**DATA PROVIDED**
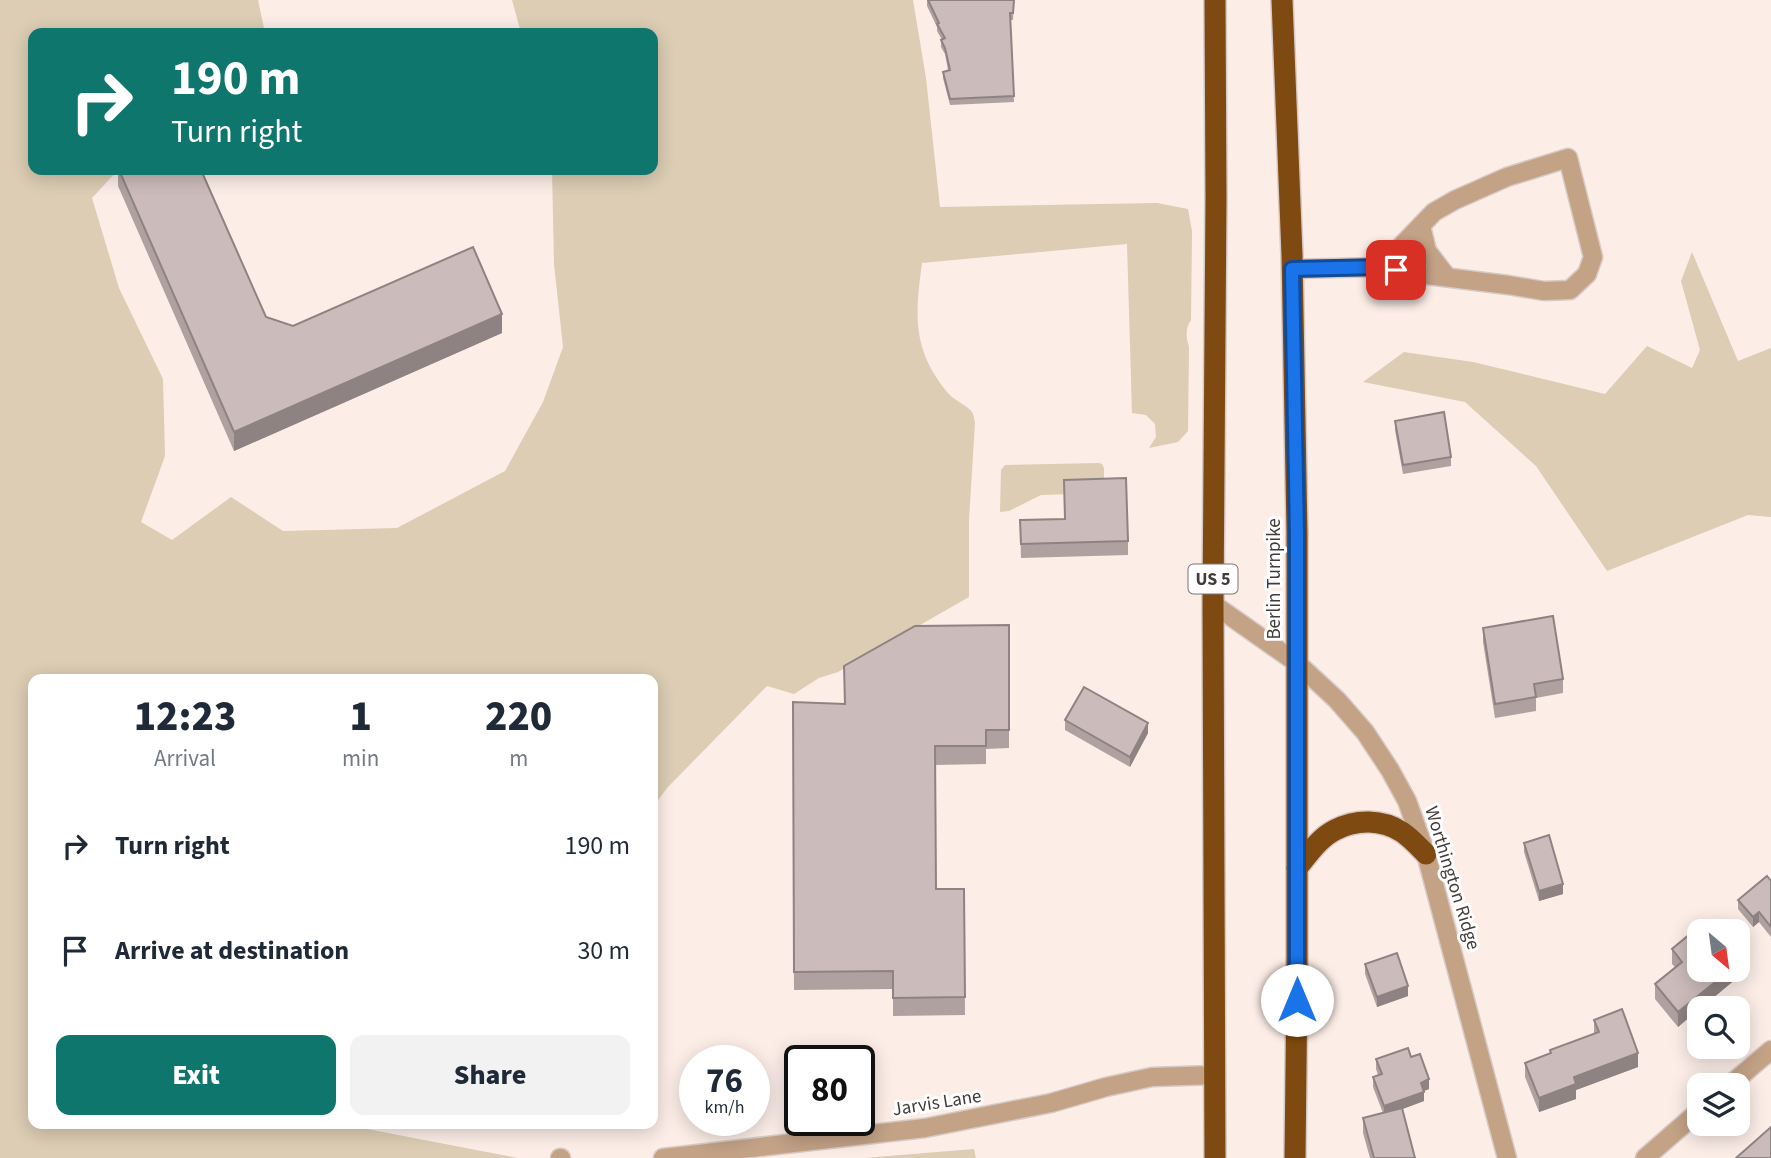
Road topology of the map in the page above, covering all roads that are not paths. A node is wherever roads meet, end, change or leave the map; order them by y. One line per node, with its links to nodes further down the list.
1 (1214, 0): 7 (highway, US 5)
2 (1282, 0): 5 (highway, Berlin Turnpike)
3 (1421, 226): 4 (street); 6 (street); 6 (street)
4 (1381, 267): 5 (street); 6 (street)
5 (1292, 269): 8 (highway, Berlin Turnpike)
6 (1447, 277)
7 (1213, 604): 8 (street, Worthington Ridge); 13 (highway, US 5)
8 (1297, 663): 9 (street, Worthington Ridge); 10 (highway, Berlin Turnpike)
9 (1426, 854): 10 (highway); 18 (street, Worthington Ridge)
10 (1297, 869): 17 (highway, Berlin Turnpike)
11 (1771, 1050): 12 (street)
12 (1744, 1073)
13 (1215, 1075): 15 (street, Jarvis Lane); 16 (highway, US 5)
14 (1687, 1121): 19 (street)
15 (663, 1158)
16 (1215, 1158)
17 (1295, 1158)
18 (1507, 1158)
19 (1645, 1158)

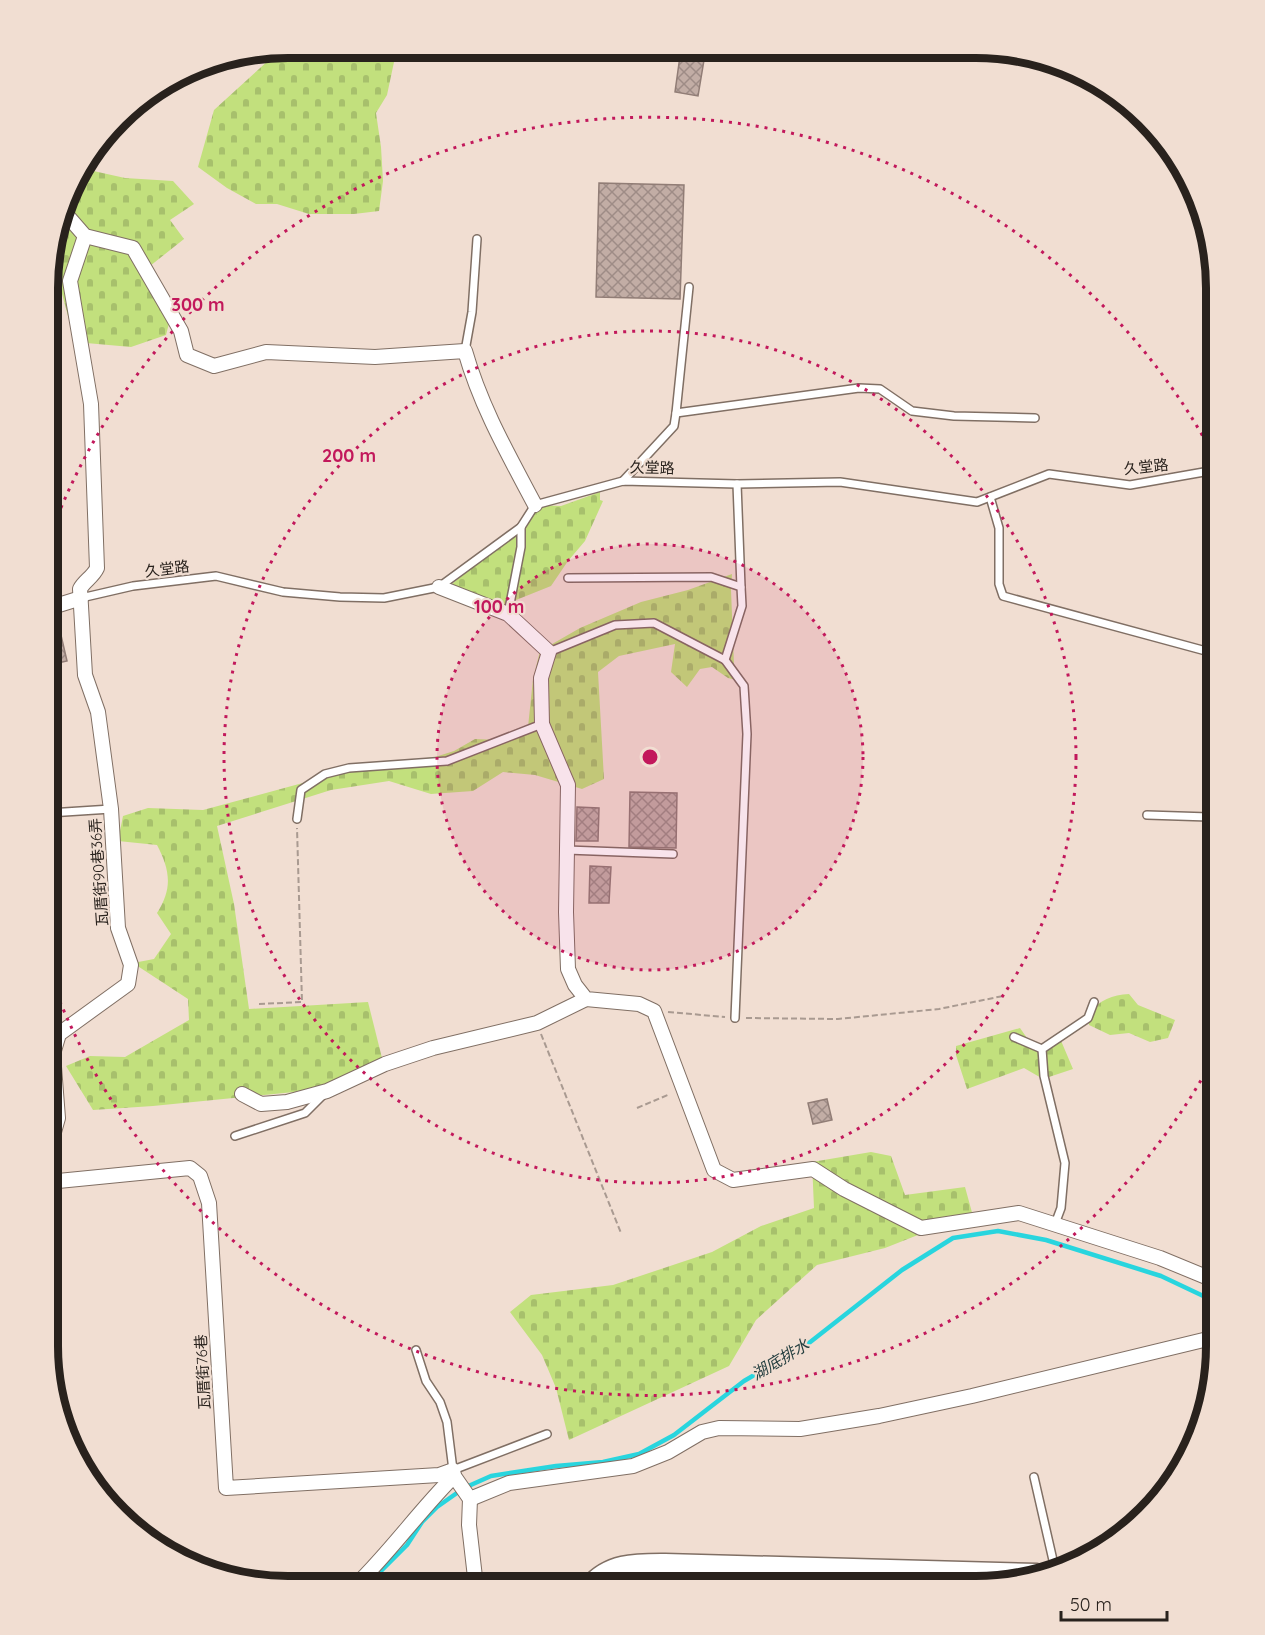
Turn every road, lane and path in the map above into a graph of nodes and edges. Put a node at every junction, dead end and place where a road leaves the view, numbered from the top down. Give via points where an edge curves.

**WHAT TO PRODUCE**
Copy all of the records verbatim, omitting the pictures.

**REPLY**
Road topology of the map in the page above, covering all roads that are not paths. A node is wherever roads meet, end, change or leave the map; order them by y. One line per node, with its links to nodes further down the list.
1 (1214, 0): 7 (highway, US 5)
2 (1282, 0): 5 (highway, Berlin Turnpike)
3 (1421, 226): 4 (street); 6 (street); 6 (street)
4 (1381, 267): 5 (street); 6 (street)
5 (1292, 269): 8 (highway, Berlin Turnpike)
6 (1447, 277)
7 (1213, 604): 8 (street, Worthington Ridge); 13 (highway, US 5)
8 (1297, 663): 9 (street, Worthington Ridge); 10 (highway, Berlin Turnpike)
9 (1426, 854): 10 (highway); 18 (street, Worthington Ridge)
10 (1297, 869): 17 (highway, Berlin Turnpike)
11 (1771, 1050): 12 (street)
12 (1744, 1073)
13 (1215, 1075): 15 (street, Jarvis Lane); 16 (highway, US 5)
14 (1687, 1121): 19 (street)
15 (663, 1158)
16 (1215, 1158)
17 (1295, 1158)
18 (1507, 1158)
19 (1645, 1158)

Turn every road, lane and path in the map above into a graph of nodes and edges. Put a node at every junction, dead end and place where a road leaves the view, numbered from the top down. Give via points where an edge curves.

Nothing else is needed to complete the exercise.